Lig başından beri deplasman sorunumuz bir türlü bitmedi. Oynadığımız her deplasman bizim için hüsran oldu.
Ligde ilk deplasmanımız Hekimoğlu önünde 2-1 kaybettik, üçüncü hapta Yomraspor karşısında da 1-0 kaybettik, beşinci hafta ise tarihi bir fark yedik Erzinspor'dan 3-0 biten maçla birlikte deplasmandaki oyunumuzun da sorgulandığı dakikalardı aslında. Yedinci hafta Nazillispor ile oynanan maç 1-0 rakip lehine sonuçlandığında ise sorgulama daha arttı.
Bu haftaya kadar her deplasman kayıpla noktalanırken ben sadece Nazilli'deki kayıpta izleme imkanım oldu.
Nazillispor karşısında biraz teslimiyetçi oyun oynadık. Oyunu kendi sahamızda kabul edip kontra ataklarla rakip kalede gol aradık.
Geçen hafta iç sahada 6-0 yendiğimiz Körfez maçı ile moral bulmuş ve bozuk olan averajımızı bir nebze olsun düzeltme imkanımız olmuştu.
Ne hikmetse her hafta başka bir 11 ile sahaya çıkma alışkanlığımız bizi kötü etkiliyor. Geçen hafta banko oynayan oyuncu bir sonraki hafta ya kulübede ya da tesislerde kalıyor. Bu durumda da verim kalitesinde büyük düşüş oluşturmakta.
Genel ve kronik sorunlar bir yana Nazilli maçını iki türlü değerlendirebiliriz. Öncelikle adamlar sonuna kadar galibiyeti hak etti ve tebrik etmek gerekir.
Doksan dakika boyunca sahada basmadık yer bırakmadan can siperhane saldırdılar. Hele bizim sağ kanadı adeta felç ettiler.
Sağ bekte oynayan Emre Usta sana helal olsun. İyi mücadele ettin, direndin, dayandın, savaştın ve sonunda da adaleleri patlattın. Çıkana kadar sahanın en iyilerindendin senin de hakkını vermek şart.
Bütün bir maç boyunca sağ kanattan yüklendiler, bizim sol kanadı ise anca korner ve serbest atışlarda kullandılar. Zaten golde sağ kanattaki organizasyonun sonucunda geldi.
İki türlü değerlendirme dedim ya, bu değerlendirmenin ikincisinde ise, Nazilli kendi evinde yenilmesi en kolay takımlardan.
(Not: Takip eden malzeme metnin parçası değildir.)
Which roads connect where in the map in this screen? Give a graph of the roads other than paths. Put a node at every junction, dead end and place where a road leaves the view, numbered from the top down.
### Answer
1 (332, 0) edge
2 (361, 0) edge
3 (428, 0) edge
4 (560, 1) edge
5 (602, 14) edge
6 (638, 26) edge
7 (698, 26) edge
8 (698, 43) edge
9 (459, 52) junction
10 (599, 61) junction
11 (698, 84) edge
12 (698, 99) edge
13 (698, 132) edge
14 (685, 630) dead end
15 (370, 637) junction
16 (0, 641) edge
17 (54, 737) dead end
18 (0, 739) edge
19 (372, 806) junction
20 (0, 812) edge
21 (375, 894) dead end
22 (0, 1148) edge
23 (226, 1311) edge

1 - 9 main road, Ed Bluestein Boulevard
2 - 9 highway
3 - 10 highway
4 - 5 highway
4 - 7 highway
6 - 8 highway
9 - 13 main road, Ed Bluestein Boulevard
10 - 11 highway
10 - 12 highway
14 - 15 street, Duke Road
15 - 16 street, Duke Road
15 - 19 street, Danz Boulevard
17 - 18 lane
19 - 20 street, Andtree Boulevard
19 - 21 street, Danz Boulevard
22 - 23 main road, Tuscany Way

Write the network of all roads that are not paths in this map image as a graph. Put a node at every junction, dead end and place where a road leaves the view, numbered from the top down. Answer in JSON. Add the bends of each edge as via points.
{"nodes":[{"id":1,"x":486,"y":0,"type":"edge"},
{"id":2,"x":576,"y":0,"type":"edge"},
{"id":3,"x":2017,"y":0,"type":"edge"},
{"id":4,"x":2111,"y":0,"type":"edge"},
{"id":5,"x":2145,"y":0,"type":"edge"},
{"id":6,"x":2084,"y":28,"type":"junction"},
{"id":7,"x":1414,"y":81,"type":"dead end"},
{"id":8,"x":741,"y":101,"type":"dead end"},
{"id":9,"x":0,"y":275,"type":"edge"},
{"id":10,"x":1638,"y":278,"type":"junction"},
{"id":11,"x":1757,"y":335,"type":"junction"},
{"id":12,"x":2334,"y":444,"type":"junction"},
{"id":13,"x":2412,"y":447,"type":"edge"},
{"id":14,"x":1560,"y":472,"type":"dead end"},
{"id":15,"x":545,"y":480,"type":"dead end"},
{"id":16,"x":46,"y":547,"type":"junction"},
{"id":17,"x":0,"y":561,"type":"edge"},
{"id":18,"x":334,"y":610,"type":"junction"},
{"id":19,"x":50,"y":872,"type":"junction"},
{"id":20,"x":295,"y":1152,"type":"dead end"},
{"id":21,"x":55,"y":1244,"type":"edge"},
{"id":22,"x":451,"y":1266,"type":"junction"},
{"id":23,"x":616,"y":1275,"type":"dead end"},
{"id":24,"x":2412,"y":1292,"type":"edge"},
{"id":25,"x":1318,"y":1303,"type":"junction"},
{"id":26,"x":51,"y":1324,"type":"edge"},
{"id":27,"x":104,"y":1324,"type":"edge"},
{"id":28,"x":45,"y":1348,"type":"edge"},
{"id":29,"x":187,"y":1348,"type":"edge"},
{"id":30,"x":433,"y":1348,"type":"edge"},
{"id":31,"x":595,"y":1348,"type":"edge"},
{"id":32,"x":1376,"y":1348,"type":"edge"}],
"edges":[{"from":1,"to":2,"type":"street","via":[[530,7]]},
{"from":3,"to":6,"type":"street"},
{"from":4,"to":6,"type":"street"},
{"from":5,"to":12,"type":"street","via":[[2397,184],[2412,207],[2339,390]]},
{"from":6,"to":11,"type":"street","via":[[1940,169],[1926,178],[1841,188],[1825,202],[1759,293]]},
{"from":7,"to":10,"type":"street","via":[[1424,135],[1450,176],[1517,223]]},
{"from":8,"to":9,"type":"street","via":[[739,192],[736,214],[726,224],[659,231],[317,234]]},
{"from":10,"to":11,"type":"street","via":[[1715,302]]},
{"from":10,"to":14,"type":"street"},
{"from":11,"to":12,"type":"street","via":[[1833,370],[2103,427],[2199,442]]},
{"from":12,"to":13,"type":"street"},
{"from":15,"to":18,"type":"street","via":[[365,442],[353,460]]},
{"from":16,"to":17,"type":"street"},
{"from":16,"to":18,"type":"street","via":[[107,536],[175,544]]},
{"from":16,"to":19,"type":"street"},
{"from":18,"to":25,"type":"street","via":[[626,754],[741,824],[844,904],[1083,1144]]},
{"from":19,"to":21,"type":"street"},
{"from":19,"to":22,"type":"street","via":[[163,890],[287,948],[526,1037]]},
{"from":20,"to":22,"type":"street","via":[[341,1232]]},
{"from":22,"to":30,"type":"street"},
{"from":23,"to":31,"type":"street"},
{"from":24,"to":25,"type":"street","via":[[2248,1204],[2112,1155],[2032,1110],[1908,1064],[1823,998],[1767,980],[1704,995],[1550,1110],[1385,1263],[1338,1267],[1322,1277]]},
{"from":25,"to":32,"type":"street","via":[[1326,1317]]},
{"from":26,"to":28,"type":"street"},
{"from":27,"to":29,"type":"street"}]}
Kolay tahrik oluyorlar, bir kıvılcıma bakan oyuncular var ki biz bunu değerlendirmedik. Sonrasında ise Nazilli takımına oynama izni verdiğinizde gayet güzel oynamaktalar ama baskıyı ilerde yaptığınız da ise fazlasıyla bocalıyorlar ve bunu da değerlendiremedik.
Doksan dakika boyunca adamların oynamasına izin verdik.
Oyunu kendi sahamızda kabul ettik.
İleriye uzun toplarla çıkmaya çalıştık.
Uzun toplarda ise Halil iş yaptı ama Taner fazlasıyla tutuktu.
Yine uzun toplarda ileride topu tutan ve tutmaya çalışan Muhammet iyi gözüktü.
İleride topu tutan Muhammed'e yakın oynamayan kanatlar olunca Muhammed'de diri defansta arasında ezildi.
Orta sahamız sezon başından beri bir türlü oturmadı. Kimin kimle ne zaman oynayacağı belli değil. İsimler belli değil, bir hafta kulübede olan sonraki hafta banko oynayabiliyor.
Kadro geniş ama kilit taşları yok. Nazilli karşısında hızlı oyunculara ihtiyaç vardı ama hızlılar kulübedeydi.
Doksan dakika boyunda bir tek net pozisyonumuz vardı onu da her nedense defans oyuncumuz Aytek ile yakaladık.
Tam teslimiyetçi oyunun sonucu kesin puan kaybıdır ve bunu yaşadık. Yata yata puan almayı ummak hayaldir. Tamam maçta yatılır ama baştan sona değil. Skor avantajını al sonra yat yatabildiğin kadar.
Adamlar bize oyunla tecavüz ediyor, biz hala yatıyoruz. Bu futbol değil. Biz bu oyun anlayışıyla şampiyon olmayı unutalım, hatta biraz ileri gideyim Play-Off'u bile hayal olarak görelim.
Tez zamanda oyun anlayışımızın değiştirilmesi gerekli. Daha çok saldıran sonuca gitmek isteyen arzulu bir oyun anlayışına dönelim.
Yenilelim ama savaşarak, yatarak yenilmeyi hazmedemiyorum. Sahada fark yiyelim ama savaşalım bunu bize hissettirin.